Apr 12 09:03:40 nfacf1d systemd[1]: pve-cluster.service: Scheduled restart job, restart counter is at 5.
Apr 12 09:03:40 nfacf1d systemd[1]: Stopped The Proxmox VE cluster filesystem.
Apr 12 09:03:40 nfacf1d systemd[1]: pve-cluster.service: Start request repeated too quickly.
Apr 12 09:03:40 nfacf1d systemd[1]: pve-cluster.service: Failed with result 'exit-code'.
Apr 12 09:03:40 nfacf1d systemd[1]: Failed to start The Proxmox VE cluster filesystem.
root@nfacf1d:/etc# df
Filesystem 1K-blocks Used Available Use% Mounted on
udev 32878388 0 32878388 0% /dev
tmpfs 6587900 25676 6562224 1% /run
/dev/mapper/pve-root 98559220 28378608 65131064 31% /
tmpfs 32939488 0 32939488 0% /dev/shm
tmpfs 5120 0 5120 0% /run/lock
tmpfs 32939488 0 32939488 0% /sys/fs/cgroup
tmpfs 6587896 0 6587896 0% /run/user/0


I deleted the key from ~/.ssh/authorized_keys.

 

[spirit]

I deleted the key from ~/.ssh/authorized_keys.

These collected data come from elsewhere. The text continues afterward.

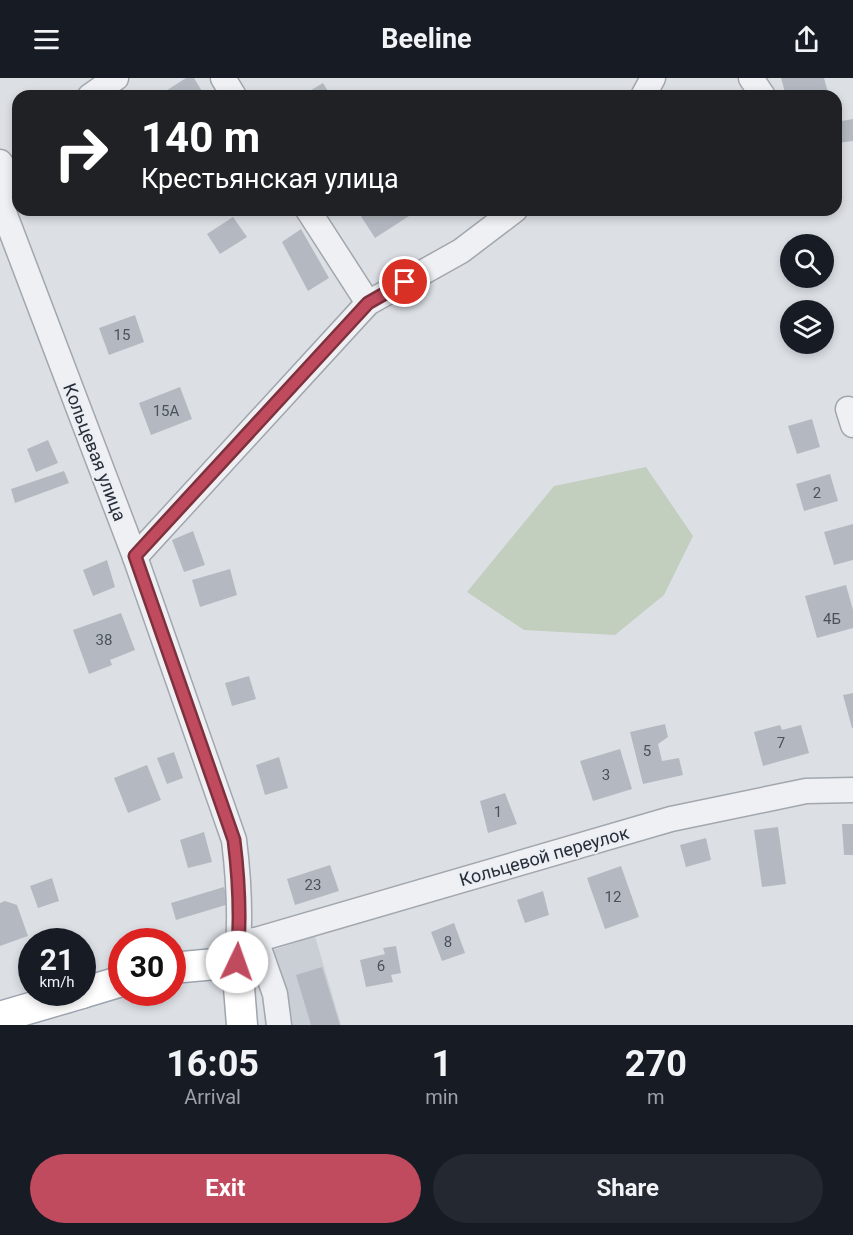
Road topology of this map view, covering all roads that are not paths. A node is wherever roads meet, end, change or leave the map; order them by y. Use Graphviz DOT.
graph roads {
  1 [pos="116,78"];
  2 [pos="99,90"];
  3 [pos="7,161"];
  4 [pos="1,208"];
  5 [pos="312,216"];
  6 [pos="507,216"];
  7 [pos="368,303"];
  8 [pos="135,556"];
  9 [pos="853,790"];
  10 [pos="244,948"];
  11 [pos="186,964"];
  12 [pos="38,1006"];
  13 [pos="0,1017"];
  14 [pos="242,1025"];
  15 [pos="279,1025"];
  1 -- 2 [label="street"];
  3 -- 4 [label="street, Кольцевая улица"];
  4 -- 8 [label="street, Кольцевая улица"];
  5 -- 7 [label="street"];
  6 -- 7 [label="street"];
  7 -- 8 [label="street"];
  8 -- 10 [label="street, Кольцевая улица"];
  9 -- 10 [label="street, Кольцевой переулок"];
  10 -- 11 [label="main road, Кольцевой переулок"];
  10 -- 14 [label="main road, Кольцевая улица"];
  10 -- 15 [label="street"];
  12 -- 13 [label="main road"];
}
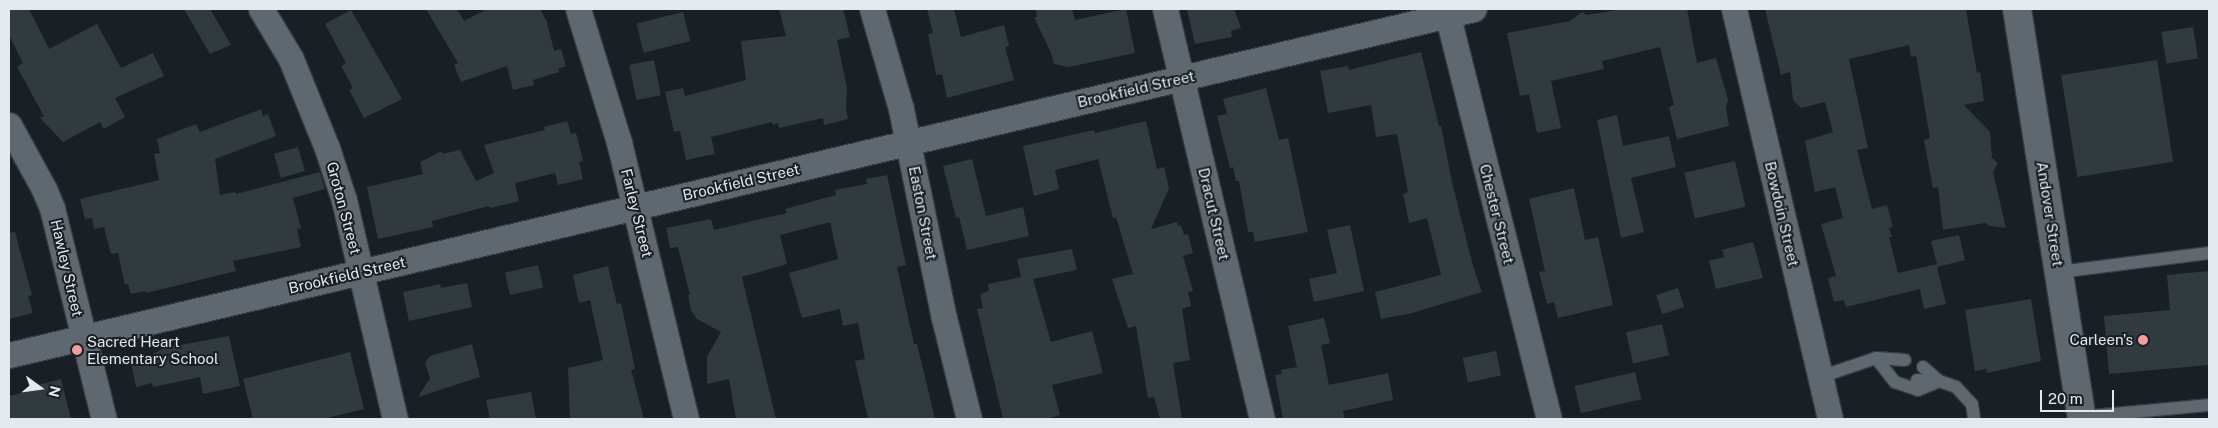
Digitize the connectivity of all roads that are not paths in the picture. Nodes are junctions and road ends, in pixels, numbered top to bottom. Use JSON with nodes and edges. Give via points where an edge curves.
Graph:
{"nodes":[{"id":1,"x":578,"y":9,"type":"edge"},
{"id":2,"x":872,"y":9,"type":"edge"},
{"id":3,"x":1164,"y":9,"type":"edge"},
{"id":4,"x":1474,"y":9,"type":"edge"},
{"id":5,"x":1734,"y":9,"type":"edge"},
{"id":6,"x":2017,"y":9,"type":"edge"},
{"id":7,"x":269,"y":11,"type":"edge"},
{"id":8,"x":1447,"y":12,"type":"edge"},
{"id":9,"x":1181,"y":78,"type":"junction"},
{"id":10,"x":9,"y":126,"type":"edge"},
{"id":11,"x":908,"y":142,"type":"junction"},
{"id":12,"x":635,"y":207,"type":"junction"},
{"id":13,"x":2209,"y":252,"type":"edge"},
{"id":14,"x":361,"y":272,"type":"junction"},
{"id":15,"x":2059,"y":272,"type":"junction"},
{"id":16,"x":83,"y":337,"type":"junction"},
{"id":17,"x":9,"y":355,"type":"edge"},
{"id":18,"x":1876,"y":358,"type":"junction"},
{"id":19,"x":1905,"y":360,"type":"dead end"},
{"id":20,"x":1923,"y":367,"type":"dead end"},
{"id":21,"x":1899,"y":373,"type":"dead end"},
{"id":22,"x":1820,"y":377,"type":"junction"},
{"id":23,"x":1918,"y":380,"type":"dead end"},
{"id":24,"x":1939,"y":381,"type":"junction"},
{"id":25,"x":2209,"y":405,"type":"edge"},
{"id":26,"x":2082,"y":418,"type":"edge"},
{"id":27,"x":104,"y":419,"type":"edge"},
{"id":28,"x":395,"y":419,"type":"edge"},
{"id":29,"x":686,"y":419,"type":"edge"},
{"id":30,"x":969,"y":419,"type":"edge"},
{"id":31,"x":1262,"y":419,"type":"edge"},
{"id":32,"x":1549,"y":419,"type":"edge"},
{"id":33,"x":1830,"y":419,"type":"edge"},
{"id":34,"x":1974,"y":419,"type":"edge"}],
"edges":[{"from":1,"to":12,"type":"street","name":"Farley Street","via":[[617,133]]},
{"from":2,"to":11,"type":"street","name":"Easton Street"},
{"from":3,"to":9,"type":"street","name":"Dracut Street"},
{"from":4,"to":8,"type":"street","name":"Brookfield Street"},
{"from":5,"to":22,"type":"street","name":"Bowdoin Street"},
{"from":6,"to":15,"type":"main road","name":"Andover Street"},
{"from":7,"to":14,"type":"street","name":"Groton Street","via":[[327,148],[344,200]]},
{"from":8,"to":9,"type":"street","name":"Brookfield Street"},
{"from":8,"to":32,"type":"street","name":"Chester Street"},
{"from":9,"to":11,"type":"street","name":"Brookfield Street"},
{"from":9,"to":31,"type":"street","name":"Dracut Street"},
{"from":10,"to":16,"type":"street","name":"Hawley Street","via":[[52,208]]},
{"from":11,"to":12,"type":"street","name":"Brookfield Street"},
{"from":11,"to":30,"type":"street","name":"Easton Street","via":[[944,318]]},
{"from":12,"to":14,"type":"street","name":"Brookfield Street"},
{"from":12,"to":29,"type":"street","name":"Farley Street"},
{"from":13,"to":15,"type":"lane"},
{"from":14,"to":16,"type":"street","name":"Brookfield Street"},
{"from":14,"to":28,"type":"street","name":"Groton Street"},
{"from":15,"to":26,"type":"main road","name":"Andover Street"},
{"from":16,"to":17,"type":"street","name":"Brookfield Street"},
{"from":16,"to":27,"type":"street","name":"Hawley Street"},
{"from":18,"to":19,"type":"lane"},
{"from":18,"to":21,"type":"lane"},
{"from":18,"to":22,"type":"lane"},
{"from":18,"to":24,"type":"lane","via":[[1895,382],[1918,390]]},
{"from":20,"to":24,"type":"lane"},
{"from":22,"to":33,"type":"street","name":"Bowdoin Street"},
{"from":23,"to":24,"type":"lane"},
{"from":24,"to":34,"type":"lane","via":[[1956,387],[1972,404]]},
{"from":25,"to":26,"type":"lane"}]}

it's not a problem, you can still readd them.

(just copy/paste /root/.ssh/id_rsa.pub from each server to authorized_keys)


Do you have a cluster with multiple hosts or it's a single server ? (corosync is only used with multiple servers)


For pve-cluster: can you try to launch "/usr/bin/pmxcfs" manually , to see if you have a specific error

 

[Erikaso]

it's not a problem, you can still readd them.

(just copy/paste /root/.ssh/id_rsa.pub from each server to authorized_keys)


Do you have a cluster with multiple hosts or it's a single server ? (corosync is only used with multiple servers)


For pve-cluster: can you try to launch "/usr/bin/pmxcfs" manually , to see if you have a specific error

But the file /root/.ssh/id_rsa.pub doesn't exist.
root@nfacf1d:~/.ssh# cat /root/.ssh/id_rsa.pub
cat: /root/.ssh/id_rsa.pub: No such file or directory
I was restarting the server before maybe that wasn't good.

I have installed 2 vm's and owncloud on it.

Do you think I can back up the vm's without using proxmox?

 

[Tapio Lehtonen]

Can you restore the missing files from backups?

 

[Erikaso]

Can you restore the missing files from backups?

What files do you mean?
If you mean the ssh key then no I don't have any backup of that.
I only have old backups of the vm's

 

[spirit]

ls -lah /root/.ssh/
total 56K
drwx------  2 root root    7 Mar  7 17:16 .
drwx------ 45 root root   74 Apr 10 14:53 ..
lrwxrwxrwx  1 root root   29 Oct 20 08:06 authorized_keys -> /etc/pve/priv/authorized_keys

if you have really delete it, it's not a problem, you can recreate it manually.

but your problem is that pve-cluster (pmxcfs) is not running, and so, /etc/pve/ is not mounted.

 

[Erikaso]

ls -lah /root/.ssh/
total 56K
drwx------  2 root root    7 Mar  7 17:16 .
drwx------ 45 root root   74 Apr 10 14:53 ..
lrwxrwxrwx  1 root root   29 Oct 20 08:06 authorized_keys -> /etc/pve/priv/authorized_keys

if you have really delete it, it's not a problem, you can recreate it manually.

but your problem is that pve-cluster (pmxcfs) is not running, and so, /etc/pve/ is not mounted.

Is there anything I can do to mount it again?

 

[Erikaso]

I found a lot of ssh keys in "/var/lib/pve-cluster/config.db"
Is there any key that I can use for this to recover?